Wednesday, November 2, 2016

Moving Farther Away from Family

I did not realize how I appreciate living "close" to family until I moved "away". The median person in the United States lives 18 miles away from mom. In college I was about 1000 miles from home, but spent 3-5 weeks a year at home full time in May and August, then around Christmas and New Years. I briefly lived in Colorado after college, again about 1000 miles. Then I lived at home for about six months. Then I lived in Iowa, about 200 miles from home. I realized at the time that I definitely lived farther away from family than most of my coworkers, there were many who had moved from different time zones, even other countries. Seeing the numbers in the article linked above were interesting.
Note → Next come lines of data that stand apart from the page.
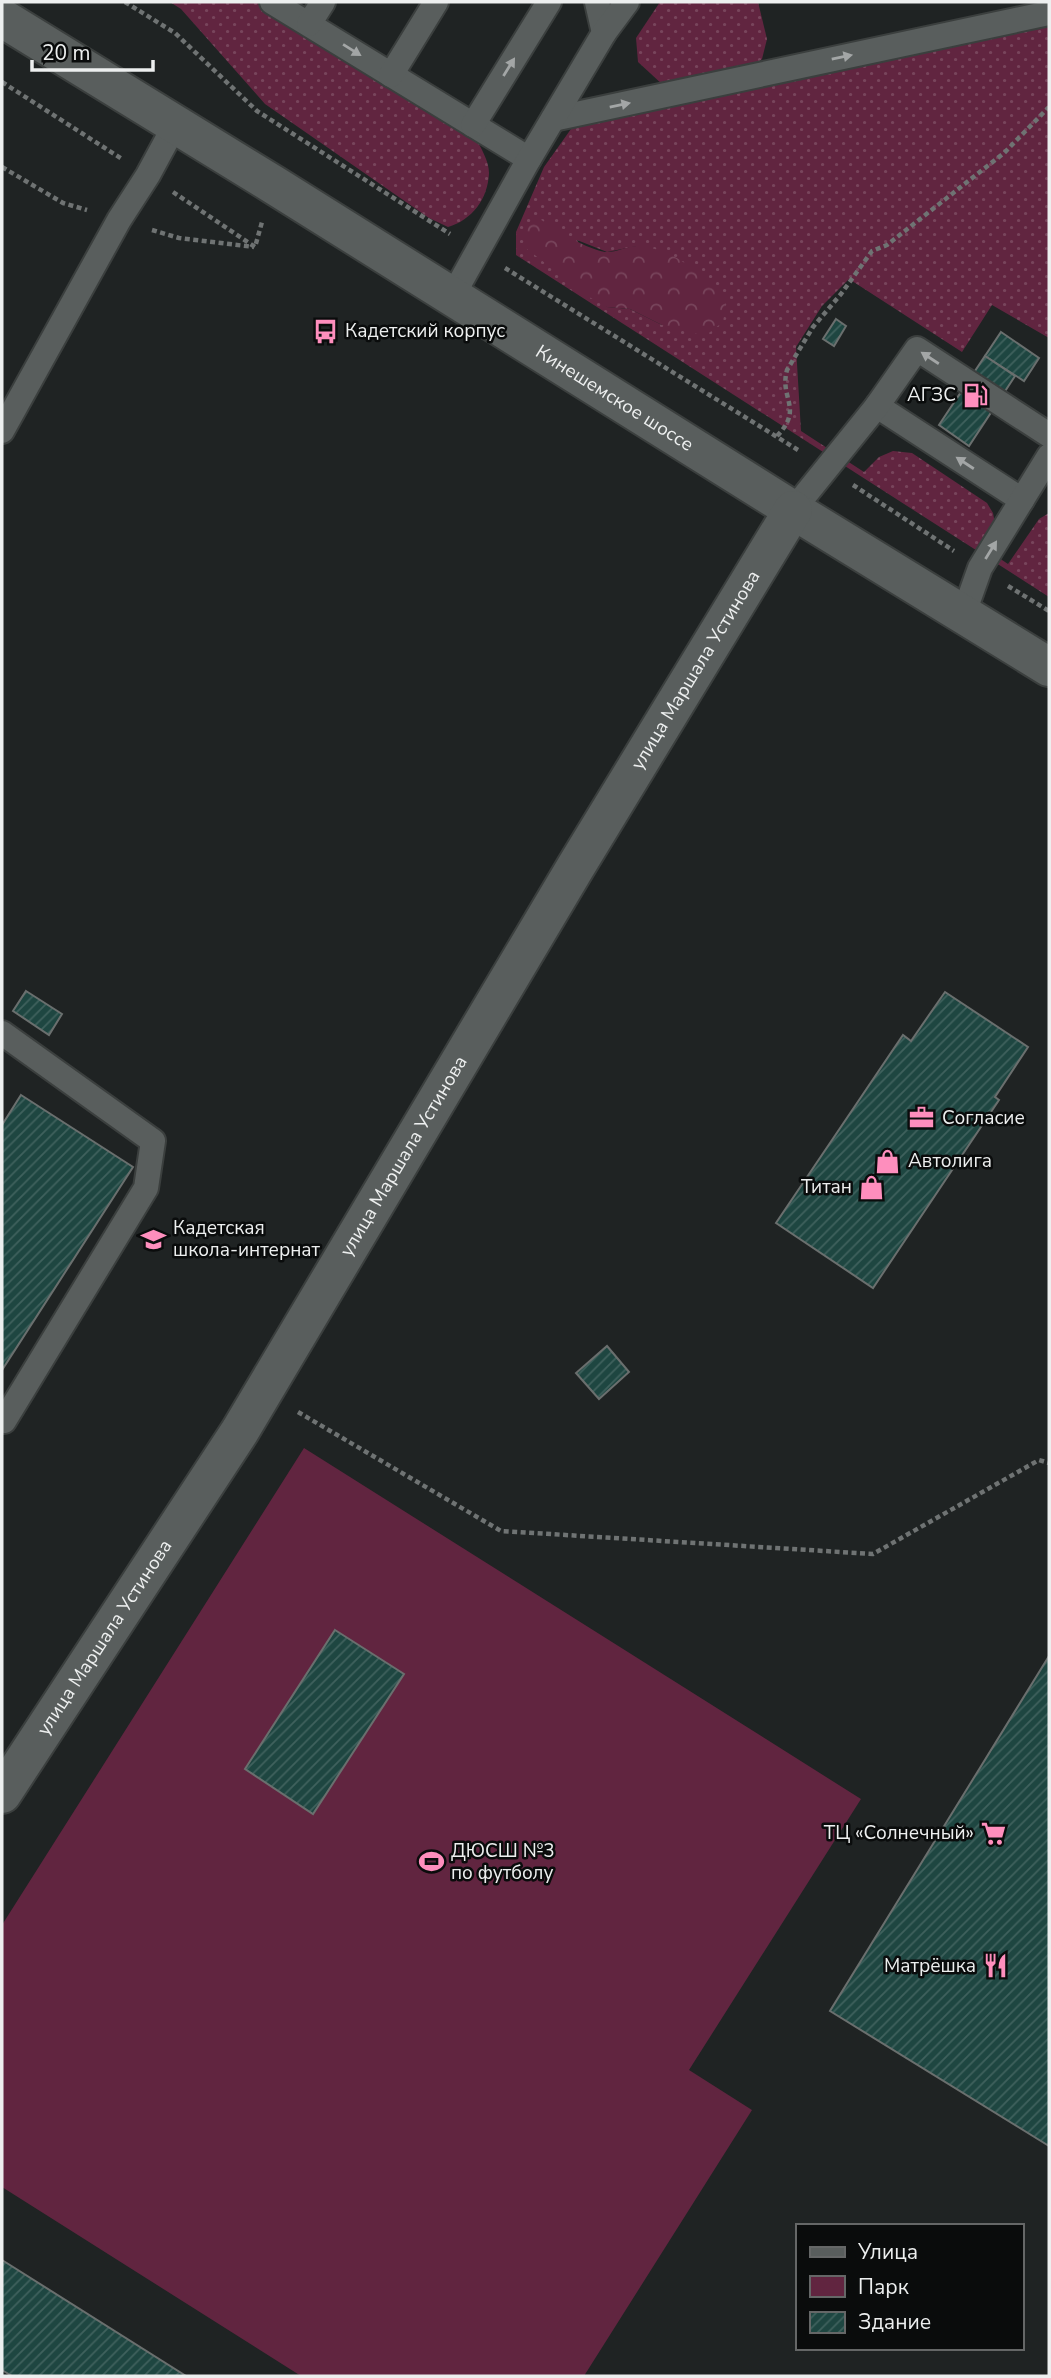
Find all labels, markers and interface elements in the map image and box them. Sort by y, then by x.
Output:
scale bar [32,28,152,72]
text: 20 m [42,39,91,67]
one-way arrow [342,44,361,57]
one-way arrow [831,52,853,63]
one-way arrow [503,57,515,76]
one-way arrow [609,99,631,110]
bus stop icon: Кадетский корпус [311,317,339,345]
place label: Кадетский корпус [345,318,505,344]
street label: Кинешемское шоссе [531,339,699,458]
one-way arrow [921,352,940,365]
fuel station icon: АГЗС [962,381,990,409]
place label: АГЗС [907,382,956,408]
one-way arrow [955,457,974,470]
one-way arrow [984,541,997,560]
street label: улица Маршала Устинова [625,565,766,775]
street label: улица Маршала Устинова [334,1051,473,1261]
office icon: Согласие [908,1104,936,1132]
place label: Согласие [942,1105,1025,1131]
shop icon: Автолига [874,1147,902,1175]
place label: Автолига [908,1148,992,1174]
shop icon: Титан [858,1173,886,1201]
place label: Титан [801,1174,852,1200]
place label: Кадетская школа-интернат [173,1215,321,1263]
school or university icon: Кадетская школа-интернат [139,1225,167,1253]
street label: улица Маршала Устинова [31,1535,178,1741]
supermarket icon: ТЦ «Солнечный» [980,1819,1008,1847]
place label: ТЦ «Солнечный» [824,1820,974,1846]
place label: ДЮСШ №3 по футболу [451,1838,555,1886]
sports icon: ДЮСШ №3 по футболу [417,1848,445,1876]
restaurant icon: Матрёшка [982,1952,1010,1980]
place label: Матрёшка [884,1953,976,1979]
legend [796,2224,1023,2350]
text: Улица [857,2238,918,2266]
text: Парк [858,2273,910,2301]
text: Здание [858,2308,931,2336]

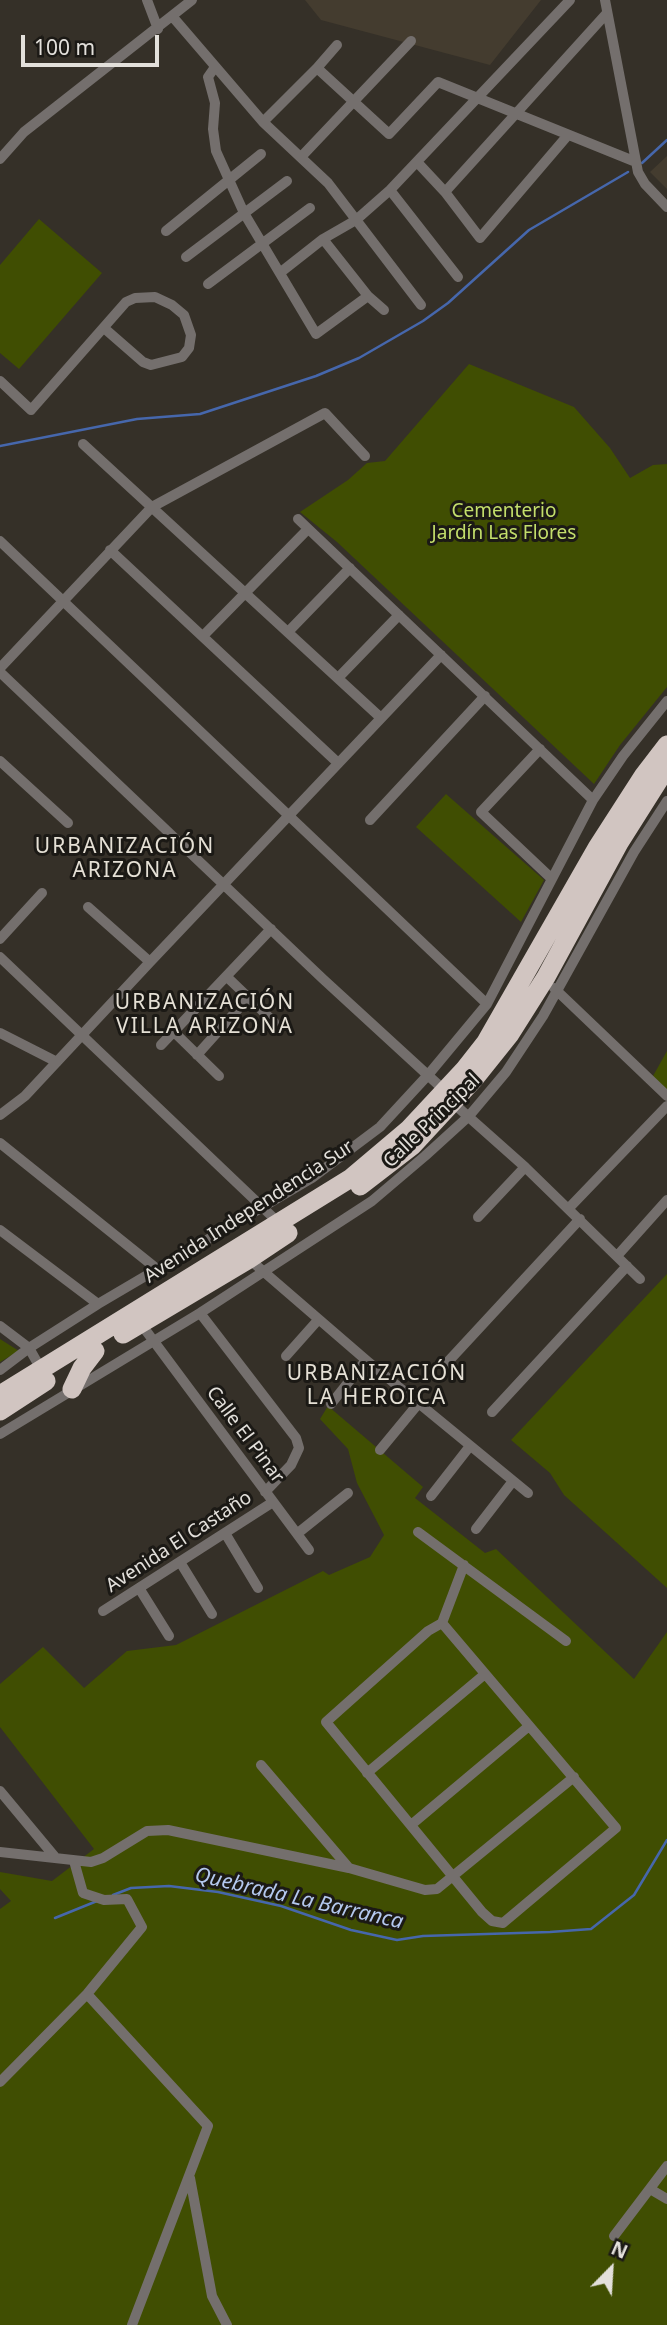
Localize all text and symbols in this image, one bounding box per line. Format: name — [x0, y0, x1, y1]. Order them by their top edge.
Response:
scale bar — [24, 21, 163, 65]
text: 100 m — [34, 33, 95, 61]
park label: Cementerio Jardín Las Flores — [432, 501, 576, 545]
district label: URBANIZACIÓN ARIZONA — [36, 834, 214, 884]
district label: URBANIZACIÓN VILLA ARIZONA — [116, 990, 294, 1040]
street label: Calle Principal — [379, 1069, 485, 1173]
street label: Avenida Independencia Sur — [140, 1136, 358, 1288]
district label: URBANIZACIÓN LA HEROICA — [288, 1361, 466, 1411]
street label: Calle El Pinar — [201, 1382, 289, 1488]
street label: Avenida El Castaño — [102, 1486, 256, 1598]
water label: Quebrada La Barranca — [192, 1863, 406, 1935]
north arrow — [576, 2234, 646, 2304]
text: N — [607, 2235, 632, 2265]

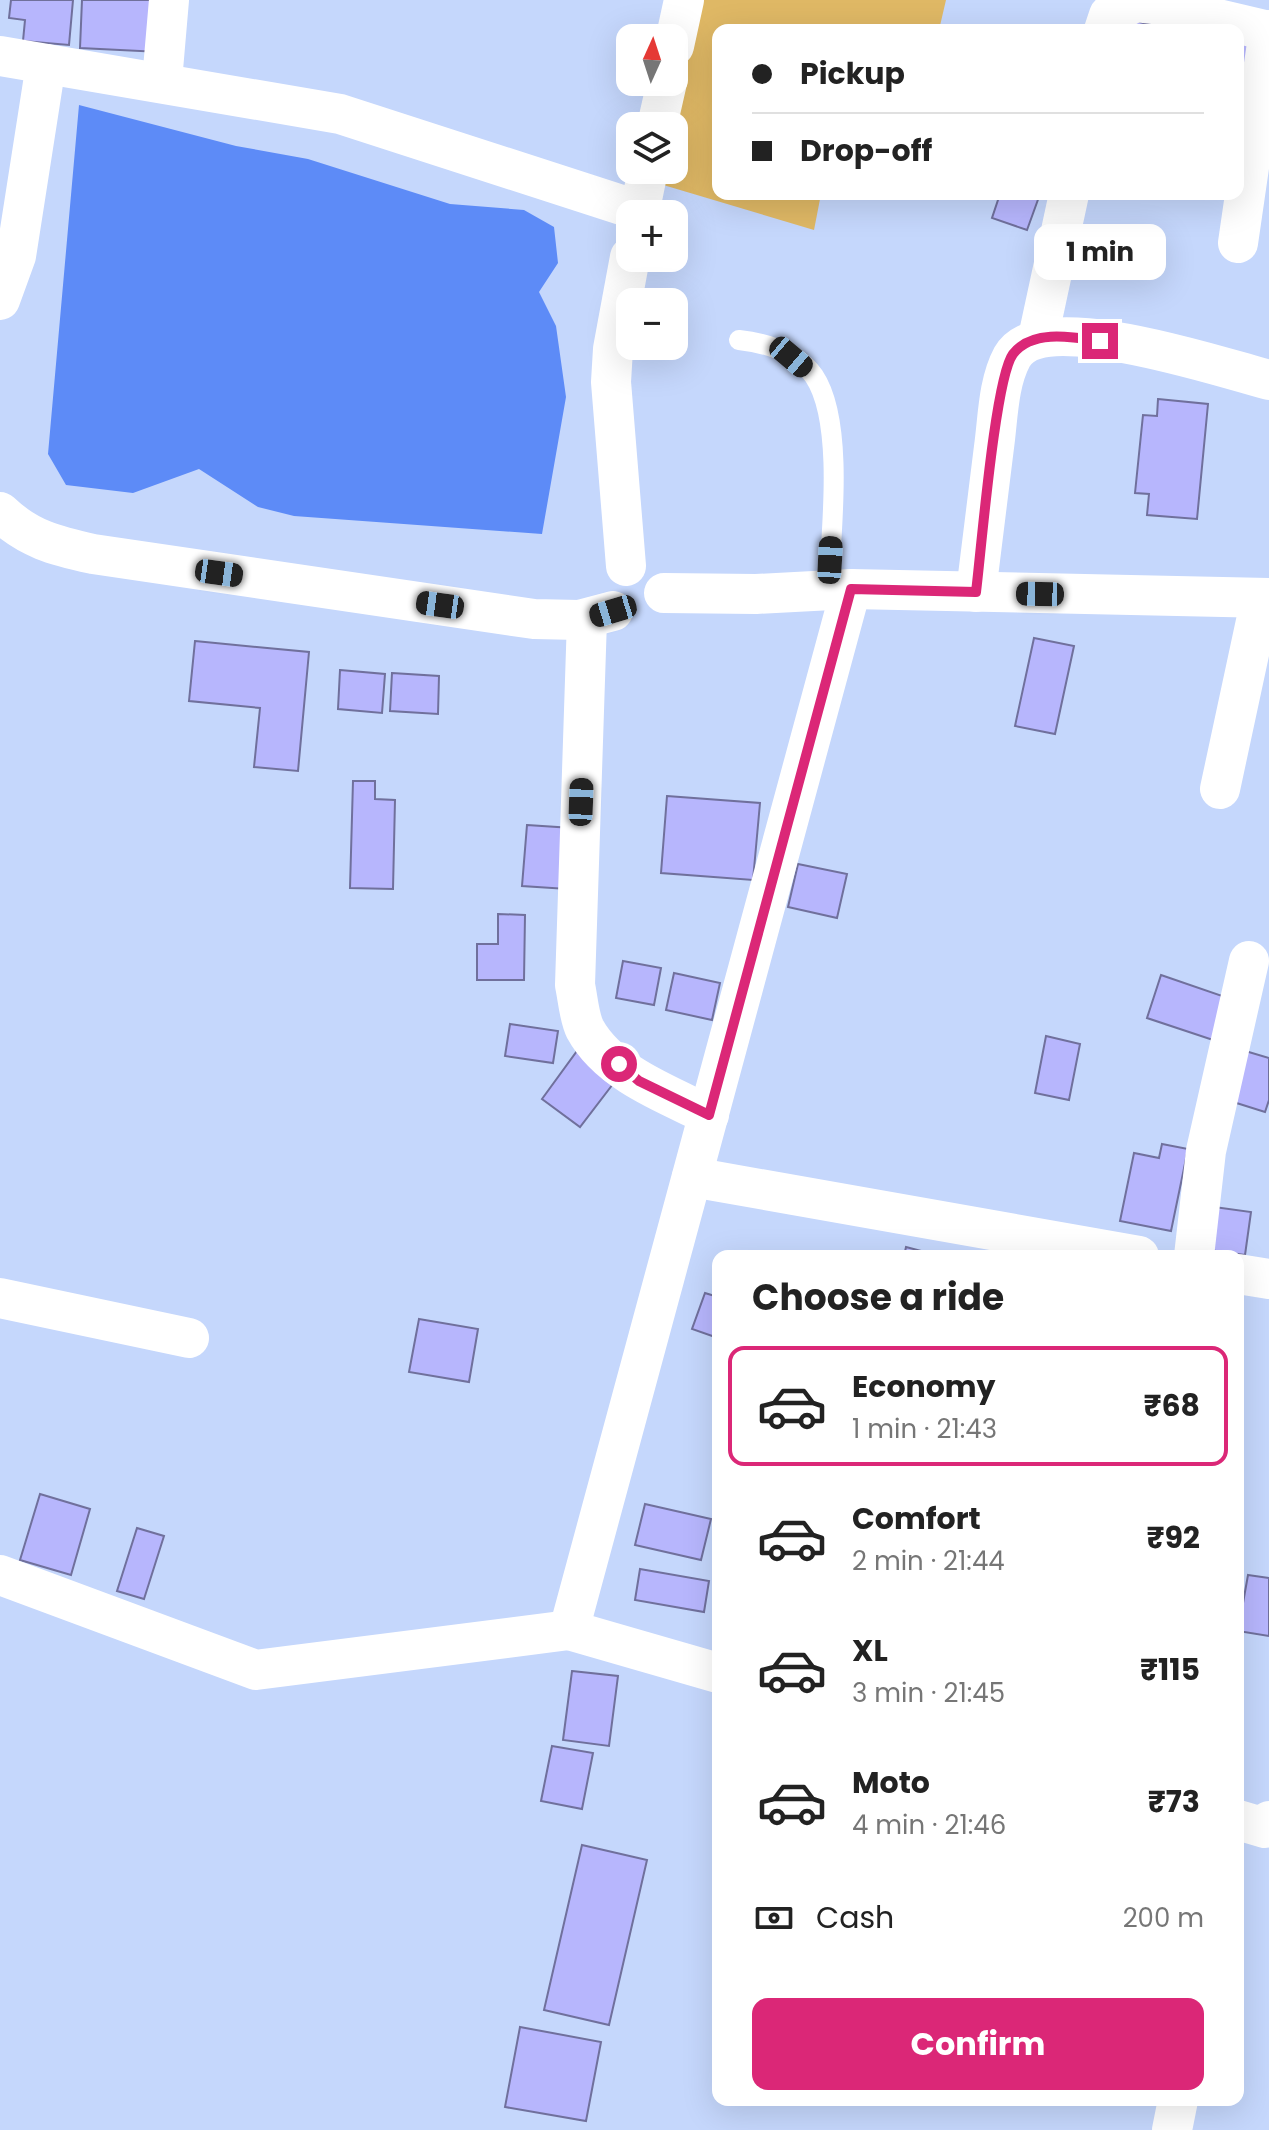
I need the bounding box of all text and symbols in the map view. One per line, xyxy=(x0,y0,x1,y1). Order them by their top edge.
north arrow xyxy=(616,24,688,96)
map controls xyxy=(616,24,688,360)
text: Pickup xyxy=(800,52,905,95)
button: layers xyxy=(616,112,688,184)
text: Drop-off xyxy=(800,129,932,172)
button: + xyxy=(616,200,688,272)
callout: 1 min xyxy=(1034,225,1166,281)
text: 1 min xyxy=(1066,234,1134,270)
button: − xyxy=(616,288,688,360)
route end xyxy=(1082,323,1118,359)
car xyxy=(765,332,817,382)
car xyxy=(817,535,843,585)
car xyxy=(194,558,244,588)
car xyxy=(1016,582,1064,606)
car xyxy=(415,590,465,620)
car xyxy=(587,593,639,629)
car xyxy=(568,778,594,826)
route start xyxy=(601,1046,637,1082)
text: Choose a ride xyxy=(752,1272,1004,1323)
text: Economy xyxy=(852,1365,996,1408)
icon: car xyxy=(756,1370,828,1442)
text: ₹68 xyxy=(1144,1384,1200,1427)
text: 1 min · 21:43 xyxy=(852,1411,997,1447)
text: Comfort xyxy=(852,1497,981,1540)
icon: car xyxy=(756,1502,828,1574)
text: ₹92 xyxy=(1146,1516,1200,1559)
text: 2 min · 21:44 xyxy=(852,1543,1005,1579)
text: XL xyxy=(852,1629,888,1672)
icon: car xyxy=(756,1634,828,1706)
text: ₹115 xyxy=(1140,1648,1200,1691)
text: 3 min · 21:45 xyxy=(852,1675,1005,1711)
text: Moto xyxy=(852,1761,930,1804)
icon: car xyxy=(756,1766,828,1838)
text: ₹73 xyxy=(1148,1780,1200,1823)
text: 4 min · 21:46 xyxy=(852,1807,1006,1843)
icon: cash xyxy=(752,1896,796,1940)
text: Cash xyxy=(816,1896,894,1939)
text: 200 m xyxy=(1123,1900,1204,1936)
button: Confirm xyxy=(752,1998,1204,2090)

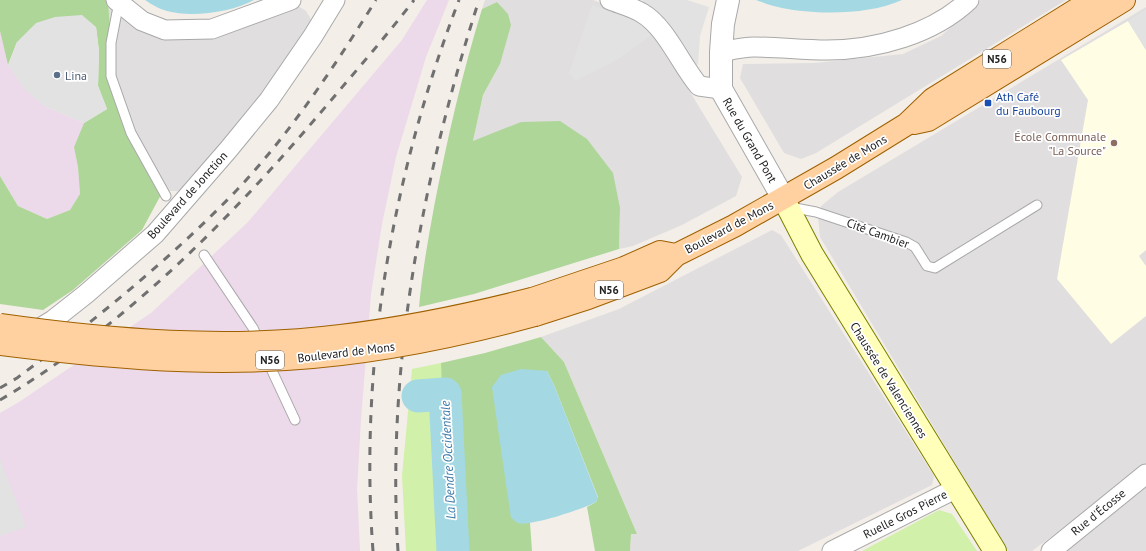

Now that I am over 700 miles away it is a little harder to see my family and I have moved from the 75th percentile to the 85th percentile in terms of living away from home. 200 miles is a convenient distance, you can meet in the middle for lunch or dinner. I suppose being even closer would be even more convenient.

As you read through the article it seems to me that the ability to move is an economic privilege. I think we view moving as a economic hardship, something undesired certainly, and for many people the benefits of moving for a new job are much less than the negatives of losing the existing social network. So for me, taking a job 550 miles away, that comes with a raise, a lower cost of living, and very interesting work outweighed the social network that I had built in my life in Iowa, and that's a huge privilege.

People ask me about the risks of climbing Mt. Everest, and sometimes I respond with my opinion that to me the risk of not climbing Mt. Everest is greater than the risk from climbing Mt. Everest. That is an opportunity cost that motivates people to make a change. When not doing something is seen as the greater risk than doing that thing, new experiences will happen and you will learn.